§ TASK INSTRUCTIONS:
Where a line of the material includes the string "Glebe", copy that line.

§ GIVEN DATA:
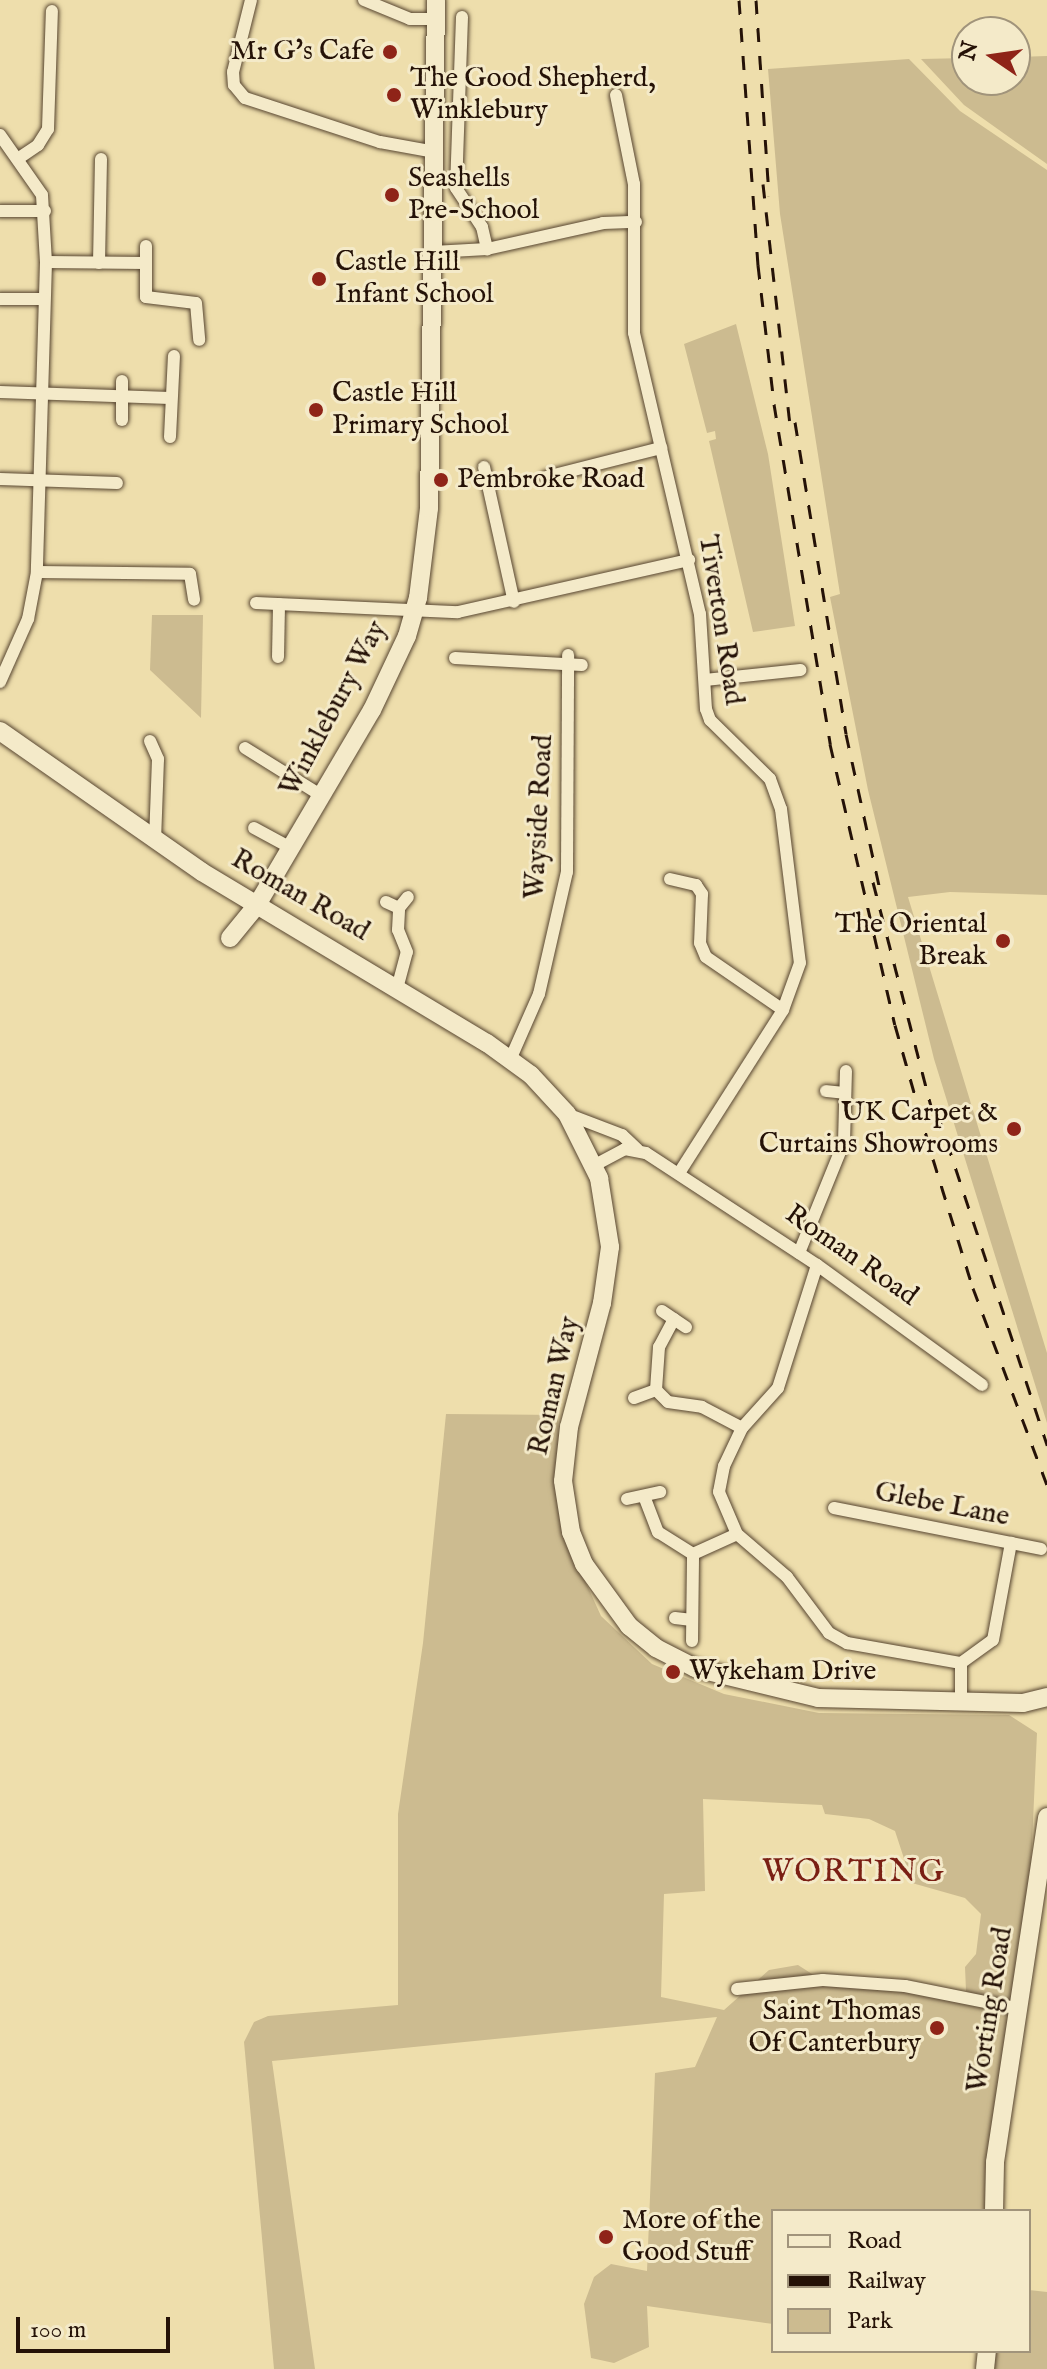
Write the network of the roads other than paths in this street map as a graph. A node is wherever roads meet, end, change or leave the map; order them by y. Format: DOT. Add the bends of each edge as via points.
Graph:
graph roads {
  1 [pos="251,0"];
  2 [pos="364,0"];
  3 [pos="436,9"];
  4 [pos="52,11"];
  5 [pos="462,17"];
  6 [pos="616,95"];
  7 [pos="0,135"];
  8 [pos="435,152"];
  9 [pos="19,158"];
  10 [pos="101,159"];
  11 [pos="0,211"];
  12 [pos="45,211"];
  13 [pos="636,222"];
  14 [pos="146,246"];
  15 [pos="487,249"];
  16 [pos="433,252"];
  17 [pos="46,262"];
  18 [pos="99,263"];
  19 [pos="146,263"];
  20 [pos="0,299"];
  21 [pos="44,299"];
  22 [pos="199,340"];
  23 [pos="174,356"];
  24 [pos="122,381"];
  25 [pos="0,392"];
  26 [pos="42,393"];
  27 [pos="121,395"];
  28 [pos="170,398"];
  29 [pos="122,420"];
  30 [pos="170,437"];
  31 [pos="661,448"];
  32 [pos="484,467"];
  33 [pos="546,477"];
  34 [pos="0,479"];
  35 [pos="41,480"];
  36 [pos="117,483"];
  37 [pos="689,560"];
  38 [pos="37,572"];
  39 [pos="192,600"];
  40 [pos="514,602"];
  41 [pos="256,603"];
  42 [pos="279,604"];
  43 [pos="416,608"];
  44 [pos="278,657"];
  45 [pos="455,658"];
  46 [pos="567,659"];
  47 [pos="582,665"];
  48 [pos="800,670"];
  49 [pos="779,672"];
  50 [pos="705,680"];
  51 [pos="0,682"];
  52 [pos="781,686"];
  53 [pos="0,731"];
  54 [pos="150,741"];
  55 [pos="245,748"];
  56 [pos="322,796"];
  57 [pos="254,828"];
  58 [pos="155,841"];
  59 [pos="291,848"];
  60 [pos="669,880"];
  61 [pos="408,897"];
  62 [pos="386,902"];
  63 [pos="257,905"];
  64 [pos="399,908"];
  65 [pos="230,938"];
  66 [pos="398,985"];
  67 [pos="783,1010"];
  68 [pos="510,1060"];
  69 [pos="846,1071"];
  70 [pos="826,1091"];
  71 [pos="845,1093"];
  72 [pos="567,1114"];
  73 [pos="637,1149"];
  74 [pos="595,1165"];
  75 [pos="679,1173"];
  76 [pos="799,1253"];
  77 [pos="817,1265"];
  78 [pos="662,1311"];
  79 [pos="982,1385"];
  80 [pos="656,1390"];
  81 [pos="634,1398"];
  82 [pos="742,1428"];
  83 [pos="660,1492"];
  84 [pos="644,1496"];
  85 [pos="627,1499"];
  86 [pos="834,1508"];
  87 [pos="737,1534"];
  88 [pos="1011,1543"];
  89 [pos="1041,1549"];
  90 [pos="693,1554"];
  91 [pos="675,1618"];
  92 [pos="692,1620"];
  93 [pos="692,1641"];
  94 [pos="961,1663"];
  95 [pos="961,1701"];
  96 [pos="1046,1706"];
  97 [pos="1047,1817"];
  98 [pos="737,1989"];
  99 [pos="1020,2009"];
  100 [pos="994,2209"];
  1 -- 8 [label="street" via="233,72 234,85 245,98 380,142"];
  2 -- 3 [label="street" via="410,19"];
  3 -- 8 [label="street, Winklebury Way"];
  4 -- 9 [label="street" via="48,129 38,145"];
  5 -- 15 [label="street" via="456,188 482,227"];
  6 -- 13 [label="street, Tiverton Road"];
  7 -- 9 [label="street"];
  8 -- 16 [label="street, Winklebury Way"];
  9 -- 12 [label="street" via="38,187"];
  10 -- 18 [label="street"];
  11 -- 12 [label="street"];
  12 -- 17 [label="street"];
  13 -- 15 [label="street" via="603,223"];
  13 -- 31 [label="street, Tiverton Road" via="634,333"];
  14 -- 19 [label="street"];
  15 -- 16 [label="street"];
  16 -- 43 [label="street, Winklebury Way" via="429,508"];
  17 -- 18 [label="street"];
  17 -- 21 [label="street"];
  18 -- 19 [label="street"];
  19 -- 22 [label="street" via="146,297 196,303"];
  20 -- 21 [label="street"];
  21 -- 26 [label="street"];
  23 -- 28 [label="street"];
  24 -- 27 [label="street"];
  25 -- 26 [label="street"];
  26 -- 27 [label="street"];
  26 -- 35 [label="street"];
  27 -- 28 [label="street"];
  27 -- 29 [label="street"];
  28 -- 30 [label="street"];
  31 -- 33 [label="street"];
  31 -- 37 [label="street, Tiverton Road"];
  32 -- 40 [label="street"];
  34 -- 35 [label="street"];
  35 -- 36 [label="street"];
  35 -- 38 [label="street"];
  37 -- 40 [label="street"];
  37 -- 50 [label="street, Tiverton Road"];
  38 -- 39 [label="street" via="190,574"];
  38 -- 51 [label="street" via="24,631"];
  40 -- 43 [label="street" via="458,612"];
  41 -- 42 [label="street"];
  42 -- 43 [label="street"];
  42 -- 44 [label="street"];
  43 -- 56 [label="street, Winklebury Way" via="392,671"];
  45 -- 46 [label="street"];
  46 -- 47 [label="street"];
  46 -- 68 [label="street, Wayside Road" via="567,872 539,994"];
  48 -- 49 [label="street"];
  49 -- 50 [label="street"];
  49 -- 52 [label="street"];
  50 -- 67 [label="street, Tiverton Road" via="710,720 755,759 770,779 781,809 800,963"];
  53 -- 58 [label="street, Roman Road"];
  54 -- 58 [label="street" via="158,759"];
  55 -- 56 [label="street"];
  56 -- 59 [label="street, Winklebury Way"];
  57 -- 59 [label="street" via="263,839"];
  58 -- 63 [label="street, Roman Road"];
  59 -- 63 [label="street, Winklebury Way"];
  60 -- 67 [label="street" via="696,885 702,894 700,943 706,957"];
  61 -- 64 [label="street"];
  62 -- 64 [label="street"];
  63 -- 65 [label="street, Winklebury Way"];
  63 -- 66 [label="street, Roman Road"];
  64 -- 66 [label="street" via="398,930 407,952"];
  66 -- 68 [label="street, Roman Road"];
  67 -- 75 [label="street, Tiverton Road"];
  68 -- 72 [label="street, Roman Road"];
  69 -- 71 [label="street"];
  70 -- 71 [label="street"];
  71 -- 76 [label="street" via="841,1156"];
  72 -- 73 [label="street, Roman Road" via="622,1135"];
  72 -- 74 [label="street, Roman Road"];
  73 -- 74 [label="street" via="625,1149"];
  73 -- 75 [label="street, Roman Road"];
  74 -- 95 [label="street, Roman Way" via="608,1216 608,1274 569,1427 563,1481 571,1532 602,1596 656,1648 695,1668 752,1686 818,1698"];
  75 -- 76 [label="street, Roman Road"];
  76 -- 77 [label="street, Roman Road"];
  77 -- 79 [label="street, Roman Road" via="953,1355"];
  77 -- 82 [label="street" via="778,1388"];
  78 -- 80 [label="street" via="680,1323 656,1357"];
  80 -- 81 [label="street"];
  80 -- 82 [label="street" via="668,1402 702,1407"];
  82 -- 87 [label="street" via="719,1492"];
  83 -- 84 [label="street"];
  84 -- 85 [label="street"];
  84 -- 90 [label="street" via="667,1543"];
  86 -- 88 [label="street, Glebe Lane"];
  87 -- 90 [label="street"];
  87 -- 94 [label="street" via="787,1577 829,1633 847,1643"];
  88 -- 89 [label="street, Glebe Lane"];
  88 -- 94 [label="street" via="993,1640"];
  90 -- 92 [label="street"];
  91 -- 92 [label="street"];
  92 -- 93 [label="street"];
  94 -- 95 [label="street"];
  95 -- 96 [label="street, Roman Way"];
  97 -- 99 [label="street, Worting Road"];
  98 -- 99 [label="street" via="836,1981 905,1986"];
  99 -- 100 [label="street, Worting Road" via="995,2162"];
}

§ EXERCISE RESPONSE:
  86 -- 88 [label="street, Glebe Lane"];
  88 -- 89 [label="street, Glebe Lane"];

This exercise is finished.